COSENZA Silvio Gioia collabora con la giustizia dal 2013. La decisione non è dettata dalla della volontà di tagliare con il passato criminale, ma dalla necessità di scappare da un debito con il gruppo Perna di 60.000 euro «che non riuscivo ad estinguere». È schietto il pentito cosentino in collegamento con l’aula bunker di Lamezia Terme, dove si celebra il processo scaturito dall’inchiesta “Reset” contro la ‘ndrangheta cosentina. Gioia si occupava di droga, «prendevo grossi quantitativi dal gruppo Perna e la smistavo ai pusher per spacciarla».

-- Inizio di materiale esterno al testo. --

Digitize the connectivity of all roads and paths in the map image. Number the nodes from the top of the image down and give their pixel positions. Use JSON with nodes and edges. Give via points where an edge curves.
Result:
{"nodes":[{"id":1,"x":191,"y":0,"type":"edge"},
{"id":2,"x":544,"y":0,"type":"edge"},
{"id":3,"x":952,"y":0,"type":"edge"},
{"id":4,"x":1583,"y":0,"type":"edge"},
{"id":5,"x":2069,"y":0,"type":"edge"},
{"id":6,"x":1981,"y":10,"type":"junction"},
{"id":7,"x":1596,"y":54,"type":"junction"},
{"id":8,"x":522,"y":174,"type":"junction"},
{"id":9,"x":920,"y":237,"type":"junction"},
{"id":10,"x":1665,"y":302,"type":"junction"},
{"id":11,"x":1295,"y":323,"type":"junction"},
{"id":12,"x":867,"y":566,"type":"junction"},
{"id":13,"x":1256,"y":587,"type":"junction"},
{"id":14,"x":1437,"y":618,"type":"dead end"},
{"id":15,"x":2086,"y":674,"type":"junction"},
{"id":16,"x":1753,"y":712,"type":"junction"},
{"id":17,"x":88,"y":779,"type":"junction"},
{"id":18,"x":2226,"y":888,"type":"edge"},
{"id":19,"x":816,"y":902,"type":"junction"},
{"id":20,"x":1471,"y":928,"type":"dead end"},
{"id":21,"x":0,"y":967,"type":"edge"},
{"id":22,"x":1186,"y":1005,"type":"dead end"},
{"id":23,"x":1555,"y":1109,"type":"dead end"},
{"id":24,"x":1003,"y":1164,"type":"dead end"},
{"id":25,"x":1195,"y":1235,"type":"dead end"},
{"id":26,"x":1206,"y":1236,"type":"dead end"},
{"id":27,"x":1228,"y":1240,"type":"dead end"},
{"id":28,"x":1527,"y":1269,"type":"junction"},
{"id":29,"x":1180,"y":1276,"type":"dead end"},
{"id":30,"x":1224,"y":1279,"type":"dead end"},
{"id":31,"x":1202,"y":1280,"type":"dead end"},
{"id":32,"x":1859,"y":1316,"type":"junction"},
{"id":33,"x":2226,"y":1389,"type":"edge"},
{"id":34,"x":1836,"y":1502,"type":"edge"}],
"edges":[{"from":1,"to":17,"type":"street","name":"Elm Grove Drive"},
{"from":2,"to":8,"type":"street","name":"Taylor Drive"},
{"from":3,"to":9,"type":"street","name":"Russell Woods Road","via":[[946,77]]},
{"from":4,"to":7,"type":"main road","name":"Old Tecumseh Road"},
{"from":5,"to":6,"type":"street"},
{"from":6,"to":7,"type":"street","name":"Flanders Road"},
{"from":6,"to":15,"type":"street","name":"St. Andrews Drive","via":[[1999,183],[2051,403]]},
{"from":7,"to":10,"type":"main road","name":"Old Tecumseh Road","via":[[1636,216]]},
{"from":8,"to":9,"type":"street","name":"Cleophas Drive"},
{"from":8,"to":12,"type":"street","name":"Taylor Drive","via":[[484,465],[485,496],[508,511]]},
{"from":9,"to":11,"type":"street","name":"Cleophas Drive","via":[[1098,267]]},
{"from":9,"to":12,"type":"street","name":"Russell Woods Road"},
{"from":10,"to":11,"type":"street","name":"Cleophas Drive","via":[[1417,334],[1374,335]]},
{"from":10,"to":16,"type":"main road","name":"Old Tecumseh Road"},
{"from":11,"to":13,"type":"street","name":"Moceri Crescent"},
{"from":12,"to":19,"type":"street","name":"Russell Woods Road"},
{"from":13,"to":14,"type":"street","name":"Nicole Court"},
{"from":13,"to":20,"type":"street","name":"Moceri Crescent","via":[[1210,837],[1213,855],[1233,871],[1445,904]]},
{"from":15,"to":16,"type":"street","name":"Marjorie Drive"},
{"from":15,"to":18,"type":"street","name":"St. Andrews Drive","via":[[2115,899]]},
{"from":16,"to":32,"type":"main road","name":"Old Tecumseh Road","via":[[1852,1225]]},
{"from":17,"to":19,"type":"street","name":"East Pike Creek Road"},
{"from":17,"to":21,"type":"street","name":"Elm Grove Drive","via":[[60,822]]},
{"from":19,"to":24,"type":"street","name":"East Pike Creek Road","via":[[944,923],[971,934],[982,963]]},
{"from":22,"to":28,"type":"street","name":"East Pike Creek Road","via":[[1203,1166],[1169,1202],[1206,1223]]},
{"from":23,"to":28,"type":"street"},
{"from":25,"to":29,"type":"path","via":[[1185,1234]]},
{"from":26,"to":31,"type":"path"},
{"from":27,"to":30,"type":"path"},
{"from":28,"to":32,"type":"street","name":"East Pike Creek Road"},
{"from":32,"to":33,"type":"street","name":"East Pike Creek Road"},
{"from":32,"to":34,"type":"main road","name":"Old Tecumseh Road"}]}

Della galassia criminale bruzia avrebbero fatto parte gruppi criminali confederati ma anche autonomi. E’ il caso, ad esempio della “batteria” guidata da Marco Perna a Cosenza. Gioia lo conferma nel suo racconto, riportando le confessioni di «Antonio Abbruzzese, il figlio di Banana», secondo il quale «nessuno poteva dire niente all’epoca a Marco Perna in quanto aveva l’autonomia per poter mantenere diciamo i carcerati, il papà e quelli che stavano magari vicino a loro. Quindi gli avevano concesso questa autonomia». Tuttavia, anche Silvio Gioia – come sostenuto nel corso delle precedenti udienze da altri collaboratori di giustizia – conferma l’esistenza di un “Sistema” legato all’approvvigionamento della droga e della “bacinella” comune all’interno della quale confluivano tutti i proventi delle attività illecite. «All’epoca, dal 2010 al 2013, sapevo che avevano fatto una bacinella unica, erano tutti insieme». Sui capi dei vari gruppi, il pentito precisa: «Mario Piromallo dirigeva il gruppo degli Italiani, in quanto gli altri erano in carcere. In molte occasioni ho visto andare a casa sua la moglie di Francesco Patitucci, la moglie di Gianfranco Bruni, Roberto Porcaro, Rinaldo Gentile e Umberto Di Puppo».
Il core business del gruppo Perna era la droga. «La prendevo da Perna, gliela pagavo e il mio guadagno lo tenevo per me». Lo stupefacente tra «i vari gruppi si doveva prendere solo dal sistema, non si poteva prendere sottobanco. Quindi se avessi voluto prendere stupefacenti fuori provincia non mi sarebbe stato permesso». Il gruppo Perna si riforniva a «Rosarno da Umberto Bellocco, che era un amico di Marco Perna, e a volte anche a Marano di Napoli, però non so le persone chi fossero». L’organizzazione dello spaccio cambia a seguito di accordi presi dai gruppi criminali cosentini dopo la morte di Luca Bruni, confessa il pentito. Sull’omicidio del rampollo della famiglia “Bella Bella”, il pm della Dda di Catanzaro Corrado Cubellotti chiede un ulteriore sforzo di memoria. «Si sono messi d’accordo per eliminare Luca Bruni per non avere problemi e di mettersi tutti insieme, perché Luca Bruni era uno che voleva la vendetta del padre, creava problemi…», precisa Gioia. (f.b.)